───── Data for the task ─────

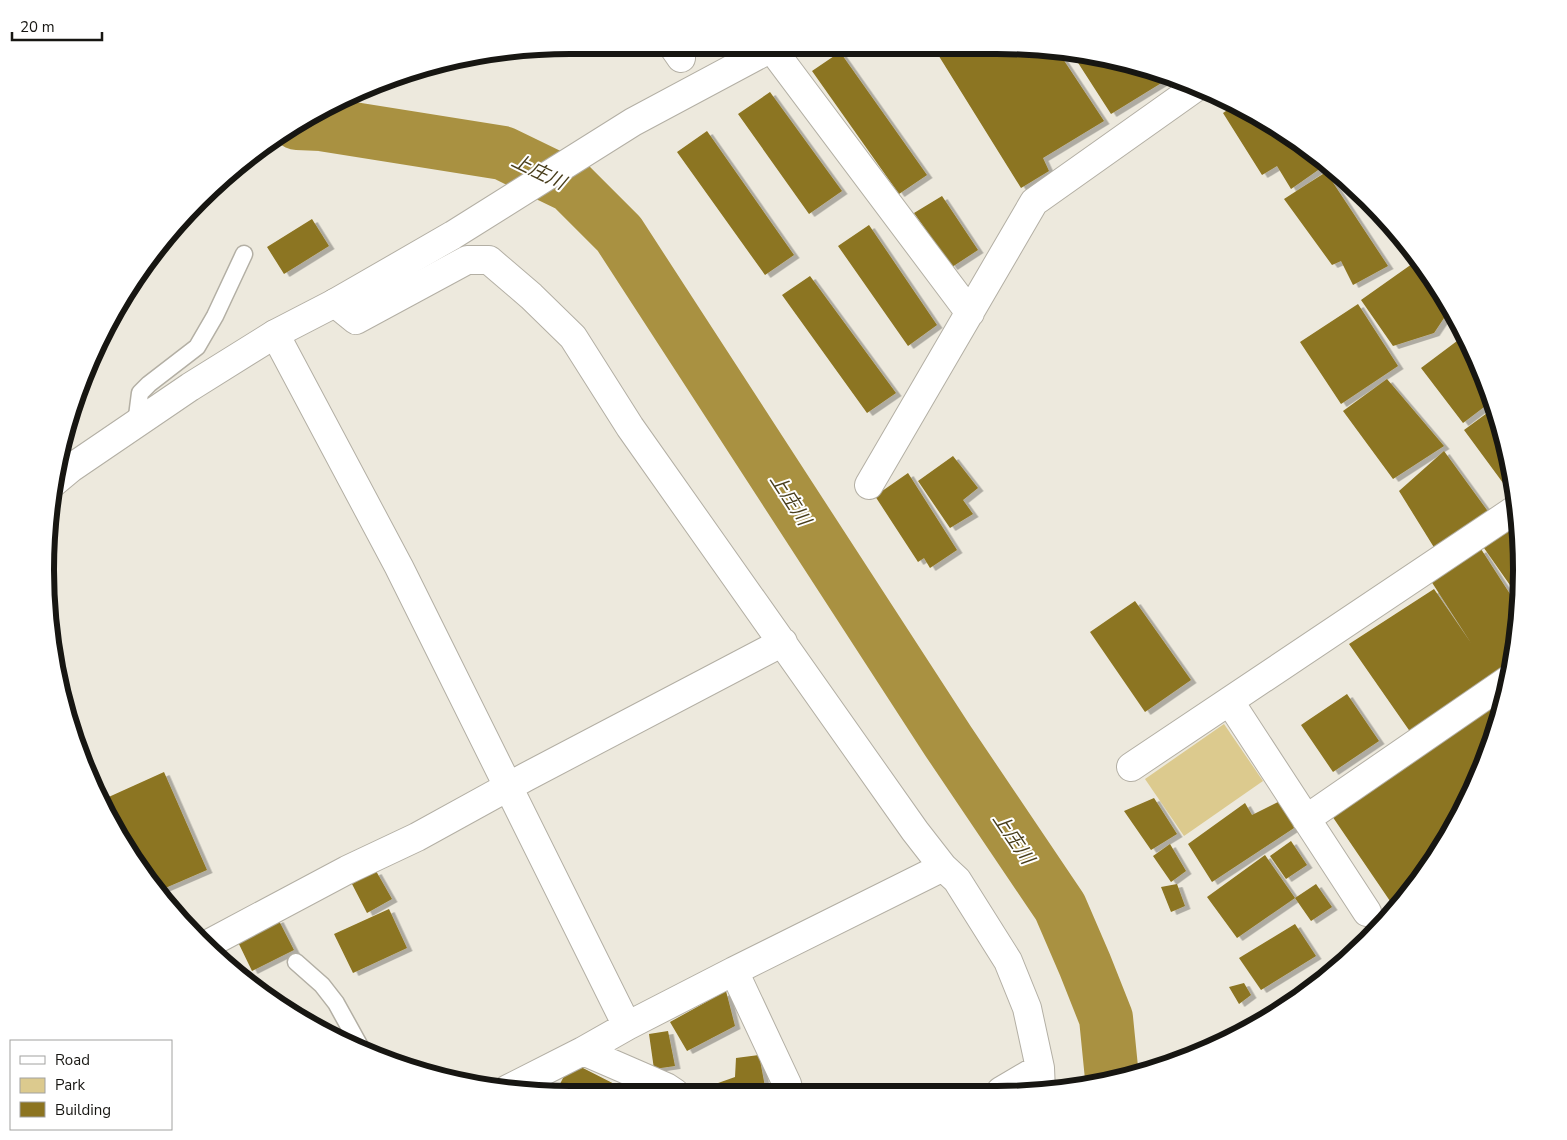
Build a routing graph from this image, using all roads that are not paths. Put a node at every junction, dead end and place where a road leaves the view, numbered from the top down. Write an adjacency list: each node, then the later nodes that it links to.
1 (757, 54): 5 (street)
2 (778, 54): 6 (street)
3 (1191, 92): 6 (street)
4 (244, 254): 8 (lane)
5 (335, 303): 7 (street); 12 (street)
6 (970, 313): 10 (street)
7 (275, 334): 8 (street); 16 (street)
8 (136, 424): 9 (street)
9 (65, 464)
10 (869, 485)
11 (1510, 513): 14 (street)
12 (783, 642): 16 (street); 18 (street)
13 (1500, 686): 17 (street)
14 (1230, 702): 15 (street); 17 (street)
15 (1131, 767)
16 (509, 786): 20 (street); 23 (street)
17 (1306, 819): 19 (street)
18 (943, 867): 22 (street); 26 (street)
19 (1367, 912)
20 (212, 942)
21 (296, 962): 24 (lane)
22 (734, 970): 23 (street); 30 (street)
23 (627, 1026): 25 (street)
24 (356, 1040)
25 (583, 1051): 27 (street); 29 (street)
26 (1040, 1080): 28 (street)
27 (519, 1083)
28 (1021, 1085)
29 (666, 1086)
30 (788, 1086)

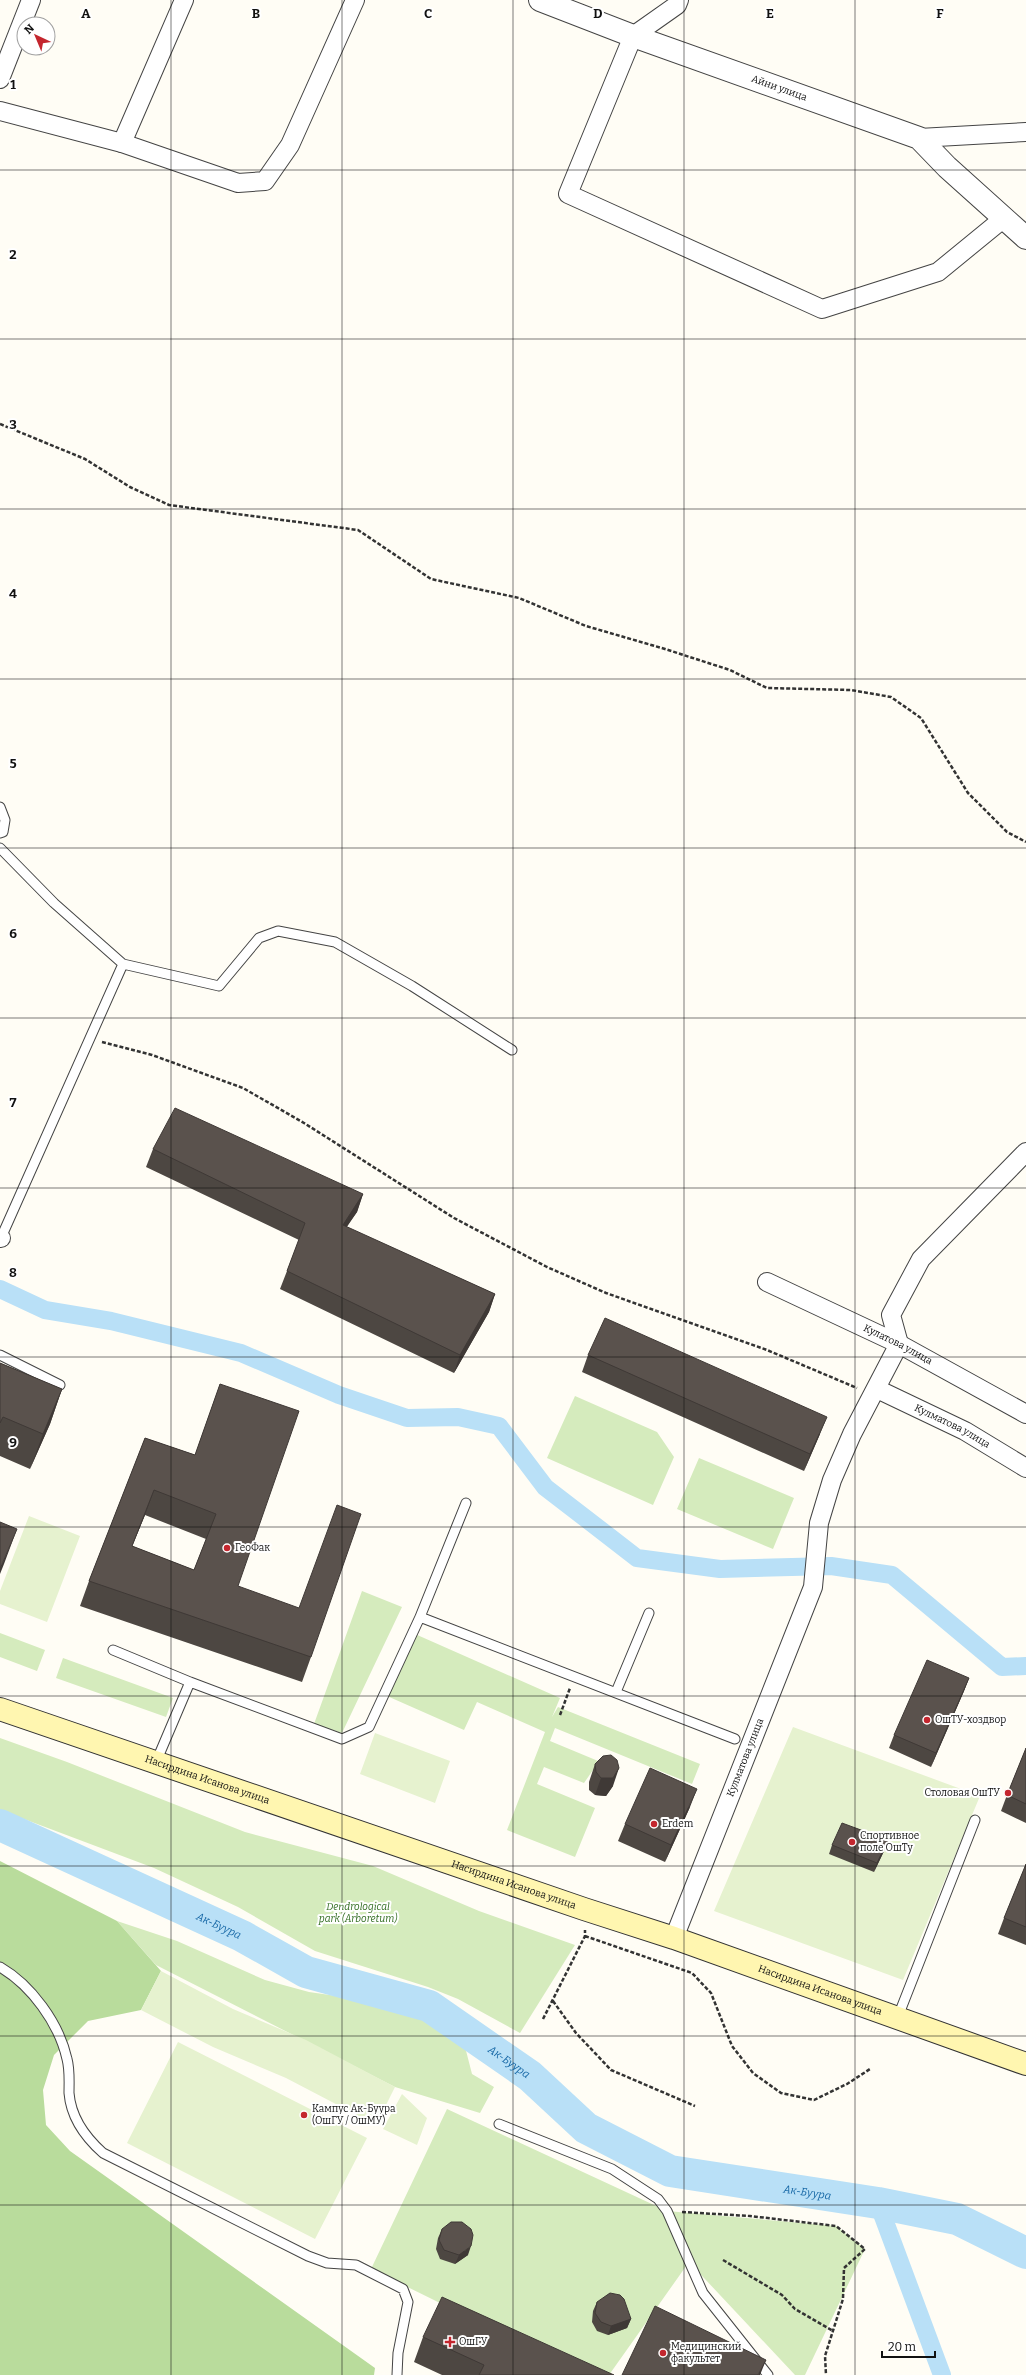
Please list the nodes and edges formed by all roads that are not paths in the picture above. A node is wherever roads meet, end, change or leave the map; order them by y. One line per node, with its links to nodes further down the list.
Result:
1 (31, 0): 7 (street)
2 (184, 0): 11 (street)
3 (356, 0): 11 (street)
4 (540, 0): 6 (street, Айни улица)
5 (679, 0): 6 (street)
6 (633, 36): 10 (street, Айни улица); 12 (street)
7 (0, 79)
8 (0, 111): 11 (street)
9 (1026, 132): 10 (street, Айни улица)
10 (919, 138): 12 (street)
11 (122, 143)
12 (1004, 218): 13 (street)
13 (1026, 238)
14 (0, 807): 15 (lane)
15 (0, 833)
16 (0, 848): 17 (lane)
17 (123, 964): 18 (lane); 20 (lane)
18 (512, 1050)
19 (1026, 1152): 22 (street)
20 (0, 1239)
21 (767, 1282): 22 (street, Кулатова улица)
22 (899, 1344): 25 (street, Кулматова улица); 26 (street, Кулатова улица)
23 (0, 1355): 24 (lane)
24 (60, 1385)
25 (877, 1389): 27 (street, Кулматова улица); 38 (street, Кулматова улица)
26 (1026, 1414)
27 (1026, 1468)
28 (466, 1503): 30 (lane)
29 (649, 1613): 33 (lane)
30 (420, 1617): 32 (lane); 33 (lane)
31 (113, 1650): 32 (lane)
32 (190, 1682): 36 (lane)
33 (616, 1692): 35 (lane)
34 (0, 1709): 36 (main road, Насирдина Исанова улица)
35 (735, 1739)
36 (156, 1762): 38 (main road, Насирдина Исанова улица)
37 (975, 1820): 40 (lane)
38 (674, 1938): 40 (main road, Насирдина Исанова улица)
39 (0, 1967): 43 (lane)
40 (897, 2018): 41 (main road, Насирдина Исанова улица)
41 (1026, 2064)
42 (499, 2124): 44 (lane)
43 (397, 2375)
44 (768, 2375)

─────

About this exercise :: Could you retype every record above exactly, leaving the pictures out?

Finished task ::
Build a routing graph from this image, using all roads that are not paths. Put a node at every junction, dead end and place where a road leaves the view, numbered from the top down. Write an adjacency list: each node, then the later nodes that it links to.
1 (757, 54): 5 (street)
2 (778, 54): 6 (street)
3 (1191, 92): 6 (street)
4 (244, 254): 8 (lane)
5 (335, 303): 7 (street); 12 (street)
6 (970, 313): 10 (street)
7 (275, 334): 8 (street); 16 (street)
8 (136, 424): 9 (street)
9 (65, 464)
10 (869, 485)
11 (1510, 513): 14 (street)
12 (783, 642): 16 (street); 18 (street)
13 (1500, 686): 17 (street)
14 (1230, 702): 15 (street); 17 (street)
15 (1131, 767)
16 (509, 786): 20 (street); 23 (street)
17 (1306, 819): 19 (street)
18 (943, 867): 22 (street); 26 (street)
19 (1367, 912)
20 (212, 942)
21 (296, 962): 24 (lane)
22 (734, 970): 23 (street); 30 (street)
23 (627, 1026): 25 (street)
24 (356, 1040)
25 (583, 1051): 27 (street); 29 (street)
26 (1040, 1080): 28 (street)
27 (519, 1083)
28 (1021, 1085)
29 (666, 1086)
30 (788, 1086)

Please list the nodes and edges formed by all roads that are not paths in the picture above. A node is wherever roads meet, end, change or leave the map; order them by y. One line per node, with its links to nodes further down the list.
Result:
1 (31, 0): 7 (street)
2 (184, 0): 11 (street)
3 (356, 0): 11 (street)
4 (540, 0): 6 (street, Айни улица)
5 (679, 0): 6 (street)
6 (633, 36): 10 (street, Айни улица); 12 (street)
7 (0, 79)
8 (0, 111): 11 (street)
9 (1026, 132): 10 (street, Айни улица)
10 (919, 138): 12 (street)
11 (122, 143)
12 (1004, 218): 13 (street)
13 (1026, 238)
14 (0, 807): 15 (lane)
15 (0, 833)
16 (0, 848): 17 (lane)
17 (123, 964): 18 (lane); 20 (lane)
18 (512, 1050)
19 (1026, 1152): 22 (street)
20 (0, 1239)
21 (767, 1282): 22 (street, Кулатова улица)
22 (899, 1344): 25 (street, Кулматова улица); 26 (street, Кулатова улица)
23 (0, 1355): 24 (lane)
24 (60, 1385)
25 (877, 1389): 27 (street, Кулматова улица); 38 (street, Кулматова улица)
26 (1026, 1414)
27 (1026, 1468)
28 (466, 1503): 30 (lane)
29 (649, 1613): 33 (lane)
30 (420, 1617): 32 (lane); 33 (lane)
31 (113, 1650): 32 (lane)
32 (190, 1682): 36 (lane)
33 (616, 1692): 35 (lane)
34 (0, 1709): 36 (main road, Насирдина Исанова улица)
35 (735, 1739)
36 (156, 1762): 38 (main road, Насирдина Исанова улица)
37 (975, 1820): 40 (lane)
38 (674, 1938): 40 (main road, Насирдина Исанова улица)
39 (0, 1967): 43 (lane)
40 (897, 2018): 41 (main road, Насирдина Исанова улица)
41 (1026, 2064)
42 (499, 2124): 44 (lane)
43 (397, 2375)
44 (768, 2375)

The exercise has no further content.